Back in the early ’60s when I started CYCLE WORLD, I had been heavily involved, from an editorial standpoint anyway, with karting. From 1959 or so until about 1964 it kept growing and growing. Then it just simply died. There are still a few people around racing karts, but it is a very small sport. Some time after karting and Karting World, the magazine I edited, passed away, I got involved with another sport destined to obscurity: dune buggies.
We got so enthused about buggies that we started a magazine. Dune Buggies and Hot VWs was the title. Buggies went the way of karts quickly. We sold the magazine, but it is still being published by ex-contributor Jim Wright. Of course there are still buggies around, but not in the numbers to which we expected them to increase. A lot of big businesses, and some small ones, too, lost a lot of money when the sports of karting and dune buggying died. Maybe “leveled off” is a more appropriate term.

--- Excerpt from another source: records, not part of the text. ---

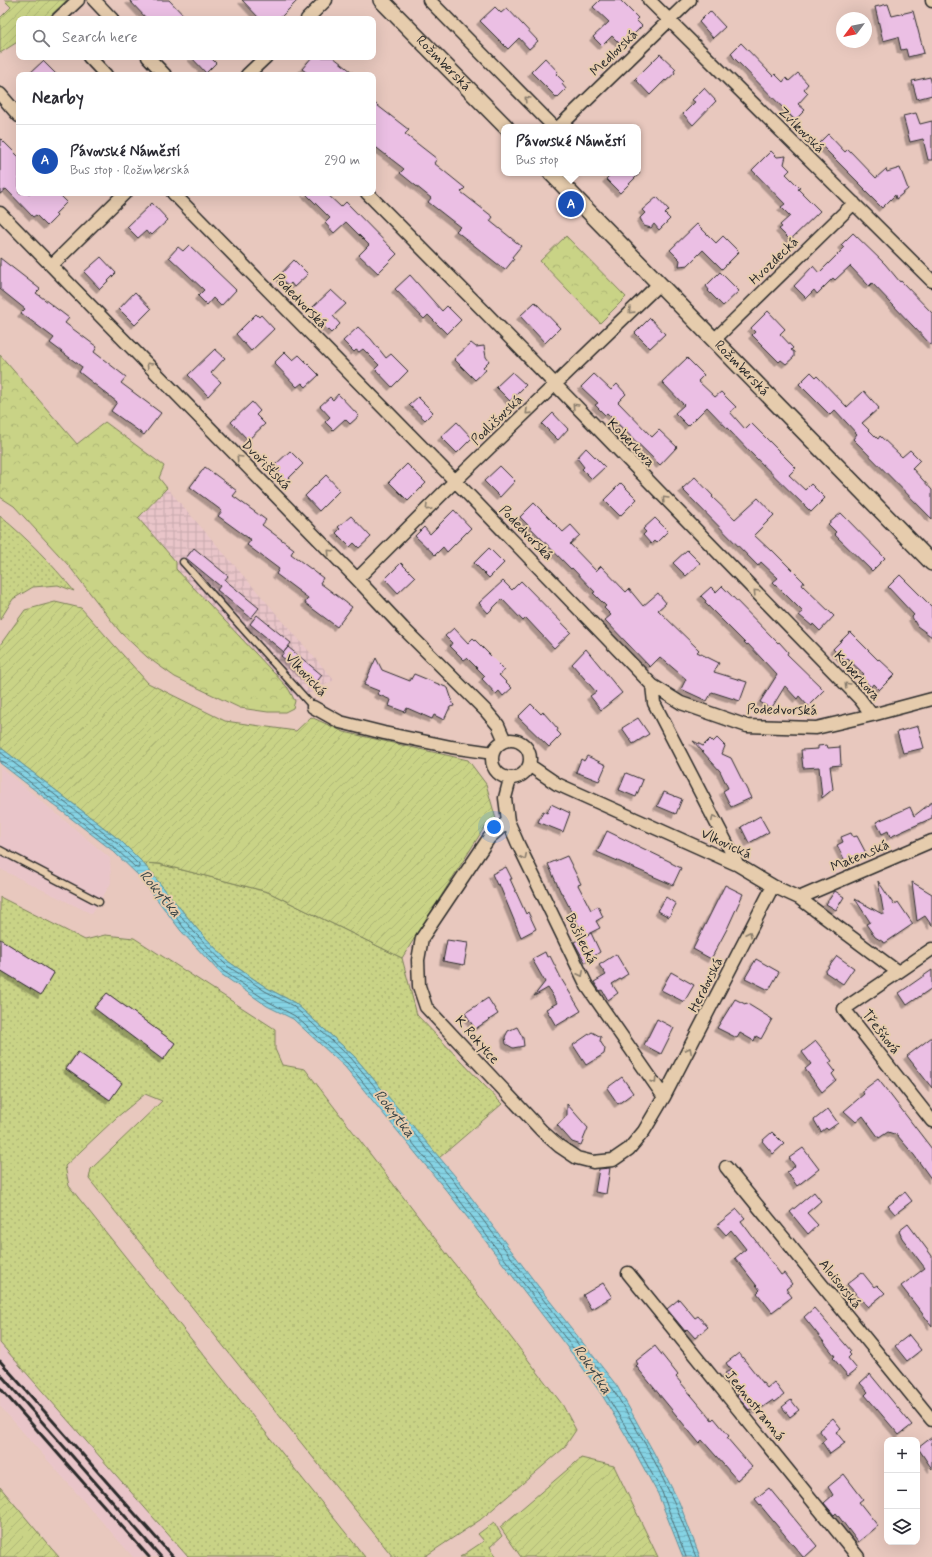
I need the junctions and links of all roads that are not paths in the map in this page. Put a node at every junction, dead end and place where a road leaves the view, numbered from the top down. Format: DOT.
graph roads {
  1 [pos="78,0"];
  2 [pos="94,0"];
  3 [pos="326,0"];
  4 [pos="381,0"];
  5 [pos="430,0"];
  6 [pos="649,0"];
  7 [pos="690,0"];
  8 [pos="61,16"];
  9 [pos="109,16"];
  10 [pos="310,16"];
  11 [pos="670,20"];
  12 [pos="92,60"];
  13 [pos="151,60"];
  14 [pos="263,60"];
  15 [pos="103,72"];
  16 [pos="162,72"];
  17 [pos="251,72"];
  18 [pos="0,94"];
  19 [pos="16,113"];
  20 [pos="503,124"];
  21 [pos="551,124"];
  22 [pos="562,124"];
  23 [pos="554,176"];
  24 [pos="120,196"];
  25 [pos="176,196"];
  26 [pos="370,196"];
  27 [pos="854,203"];
  28 [pos="0,213"];
  29 [pos="52,265"];
  30 [pos="932,281"];
  31 [pos="659,284"];
  32 [pos="714,340"];
  33 [pos="555,386"];
  34 [pos="455,481"];
  35 [pos="184,562"];
  36 [pos="932,563"];
  37 [pos="357,580"];
  38 [pos="652,685"];
  39 [pos="932,699"];
  40 [pos="313,708"];
  41 [pos="872,715"];
  42 [pos="505,741"];
  43 [pos="493,753"];
  44 [pos="529,765"];
  45 [pos="510,778"];
  46 [pos="508,821"];
  47 [pos="932,841"];
  48 [pos="0,850"];
  49 [pos="738,866"];
  50 [pos="773,886"];
  51 [pos="799,898"];
  52 [pos="99,902"];
  53 [pos="932,949"];
  54 [pos="898,972"];
  55 [pos="664,1097"];
  56 [pos="932,1121"];
  57 [pos="726,1167"];
  58 [pos="628,1273"];
  59 [pos="932,1420"];
  60 [pos="858,1557"];
  1 -- 8 [label="street"];
  2 -- 9 [label="street"];
  3 -- 10 [label="street"];
  4 -- 20 [label="street, Rožmberská"];
  21 -- 5 [label="street, one-way"];
  6 -- 11 [label="street, Zvíkovská"];
  7 -- 11 [label="street, Medlovská"];
  11 -- 22 [label="street, Medlovská"];
  11 -- 27 [label="street, Zvíkovská"];
  12 -- 15 [label="street"];
  13 -- 16 [label="street"];
  14 -- 17 [label="street"];
  18 -- 19 [label="street"];
  23 -- 31 [label="street, Rožmberská"];
  24 -- 29 [label="street"];
  25 -- 34 [label="street, Podedvorská"];
  26 -- 33 [label="street, Koberkova"];
  27 -- 30 [label="street, Zvíkovská"];
  27 -- 32 [label="street, Hvozdecká"];
  28 -- 29 [label="street, Dvořišťská"];
  37 -- 29 [label="street, Dvořišťská, one-way"];
  31 -- 32 [label="street, Rožmberská"];
  31 -- 33 [label="street, Podlišovská, one-way"];
  32 -- 36 [label="street, Rožmberská"];
  33 -- 34 [label="street, Podlišovská, one-way"];
  41 -- 33 [label="street, Koberkova, one-way"];
  34 -- 37 [label="street, Podlišovská, one-way"];
  34 -- 38 [label="street, Podedvorská"];
  35 -- 40 [label="lane, Vlkovická"];
  37 -- 42 [label="street, Dvořišťská"];
  38 -- 41 [label="street, Podedvorská"];
  49 -- 38 [label="street, one-way"];
  39 -- 41 [label="street, Podedvorská"];
  40 -- 43 [label="street, Vlkovická"];
  42 -- 43 [label="street"];
  42 -- 44 [label="street"];
  43 -- 45 [label="street"];
  44 -- 45 [label="street"];
  44 -- 49 [label="street, Vlkovická"];
  45 -- 46 [label="street, Bošilecká"];
  46 -- 55 [label="street, Bošilecká, one-way"];
  46 -- 55 [label="street, K Rokytce"];
  47 -- 51 [label="street, Matenská"];
  48 -- 52 [label="lane"];
  49 -- 50 [label="street, Vlkovická"];
  50 -- 51 [label="street, Vlkovická"];
  55 -- 50 [label="street, Herdovská, one-way"];
  51 -- 54 [label="street, Vlkovická"];
  53 -- 54 [label="street, Třešňová"];
  54 -- 56 [label="street, Třešňová"];
  57 -- 59 [label="street, Aloisovská"];
  58 -- 60 [label="street, Jednostranná"];
}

So now motorcycling is doing the same thing. But one major fact separates karts and buggies from motorcycles; leveling off of bike sales amounts to probably just over two million sales a year. If there are 500 buggies sold in 1975 and one or two thousand karts, I will be surprised. Motorcycling ranks as one of the major participant sports in the country. It is still one of the healthiest and most vigorous industries. This is a difficult tale to tell the motorcycle dealer in your town who just closed his doors because he couldn’t sell what he had on the floor, much less the 1975 models he ordered from his distributor. It has been a fascinating and really incredible decade for motorcycling.

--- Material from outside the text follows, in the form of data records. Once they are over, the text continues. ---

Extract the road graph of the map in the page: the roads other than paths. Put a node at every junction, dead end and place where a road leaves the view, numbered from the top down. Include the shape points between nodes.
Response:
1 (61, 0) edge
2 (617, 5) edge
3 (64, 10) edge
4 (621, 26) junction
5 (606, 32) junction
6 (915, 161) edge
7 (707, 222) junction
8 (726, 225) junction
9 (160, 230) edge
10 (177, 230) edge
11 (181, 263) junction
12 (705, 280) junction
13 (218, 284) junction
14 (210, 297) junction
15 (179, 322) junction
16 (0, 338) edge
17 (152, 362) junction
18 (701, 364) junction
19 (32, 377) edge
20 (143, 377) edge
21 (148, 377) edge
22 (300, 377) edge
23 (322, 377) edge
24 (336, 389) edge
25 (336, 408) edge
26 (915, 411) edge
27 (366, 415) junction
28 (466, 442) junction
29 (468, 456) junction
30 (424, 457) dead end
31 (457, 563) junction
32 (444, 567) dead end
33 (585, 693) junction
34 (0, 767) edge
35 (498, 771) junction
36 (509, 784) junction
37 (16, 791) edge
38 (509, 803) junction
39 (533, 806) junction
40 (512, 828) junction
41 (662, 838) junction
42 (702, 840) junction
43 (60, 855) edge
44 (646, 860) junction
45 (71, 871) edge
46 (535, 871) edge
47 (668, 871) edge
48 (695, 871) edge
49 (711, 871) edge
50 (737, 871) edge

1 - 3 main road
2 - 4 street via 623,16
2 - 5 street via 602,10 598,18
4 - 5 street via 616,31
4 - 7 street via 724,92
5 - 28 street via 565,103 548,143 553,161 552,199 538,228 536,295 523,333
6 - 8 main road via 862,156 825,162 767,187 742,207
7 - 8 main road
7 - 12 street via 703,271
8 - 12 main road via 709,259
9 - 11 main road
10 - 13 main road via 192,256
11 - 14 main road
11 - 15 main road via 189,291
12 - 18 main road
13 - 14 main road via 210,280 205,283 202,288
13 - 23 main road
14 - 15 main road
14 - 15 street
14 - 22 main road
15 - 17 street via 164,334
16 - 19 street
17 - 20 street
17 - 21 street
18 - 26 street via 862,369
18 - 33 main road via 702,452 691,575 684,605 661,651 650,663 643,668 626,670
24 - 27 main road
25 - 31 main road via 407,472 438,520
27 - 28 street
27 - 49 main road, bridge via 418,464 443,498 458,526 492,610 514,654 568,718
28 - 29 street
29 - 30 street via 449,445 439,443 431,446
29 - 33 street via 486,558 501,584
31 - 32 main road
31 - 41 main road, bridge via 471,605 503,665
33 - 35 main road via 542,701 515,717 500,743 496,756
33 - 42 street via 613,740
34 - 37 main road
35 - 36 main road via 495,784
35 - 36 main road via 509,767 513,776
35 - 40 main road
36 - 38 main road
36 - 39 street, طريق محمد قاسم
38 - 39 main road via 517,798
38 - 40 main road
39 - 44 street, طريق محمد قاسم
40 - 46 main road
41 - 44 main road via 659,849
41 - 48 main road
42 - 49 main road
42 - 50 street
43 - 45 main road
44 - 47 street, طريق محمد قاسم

We may be seeing a slowdown, even a recession, and it’s going to hurt. If things get so bad that I don’t have enough money to make ends
meet, the one thing no downturned economy is going to touch is my time to go riding. My pure, basic, unchangeable and genuine love of motorcycles and the great things they do for my system, character, general physical being, therapeutic release of tensions, fully-realized sense of achievement and my fulfilled desire to do something satisfying, will not be changed by the fact that I may have to scrape and make a few sacrifices. Honestly, you can’t keep a good biker down.
YEAR or two ago I prophesied that Yamaha would be the first in the rotary engine motorcycle race. A little after we published my forecast, Dick Orth, head man at Suzuki, made me a wager. He was positive they would be the first. I lost. Suzuki is indeed the first production rotary engine motorcycle offered on the market. West Germany’s Hercules was the first to build a show prototype, which I had a chance to ride. But they have yet to make them available to you. Sorry, Suzuki.

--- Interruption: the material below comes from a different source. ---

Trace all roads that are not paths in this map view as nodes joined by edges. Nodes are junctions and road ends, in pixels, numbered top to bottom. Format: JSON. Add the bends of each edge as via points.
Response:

IN THE November, 1974, CW, I mentioned a bunch of nuts jumping motorcycles hung underneath hang gliders. The mania hasn’t stopped. The same guys, Bob Wills and Doug Malewicki, have now raised the distance records by fantastic proportions. Wills jumped 205 feet in October, 1974. He then jumped 135 feet with Suzette Lowrey as a passenger!
Mind you, this exceeds Evel Whatzisname’s 129-foot record, achieved without a hang glider, of course. But, then again, he didn’t have Suzette on the back either. Aerovisions is the name of the group and they are still looking for someone to back their act for publicity of whatever product one might have in mind. They have submitted their achievements to the Guinness Book of Records in the meantime.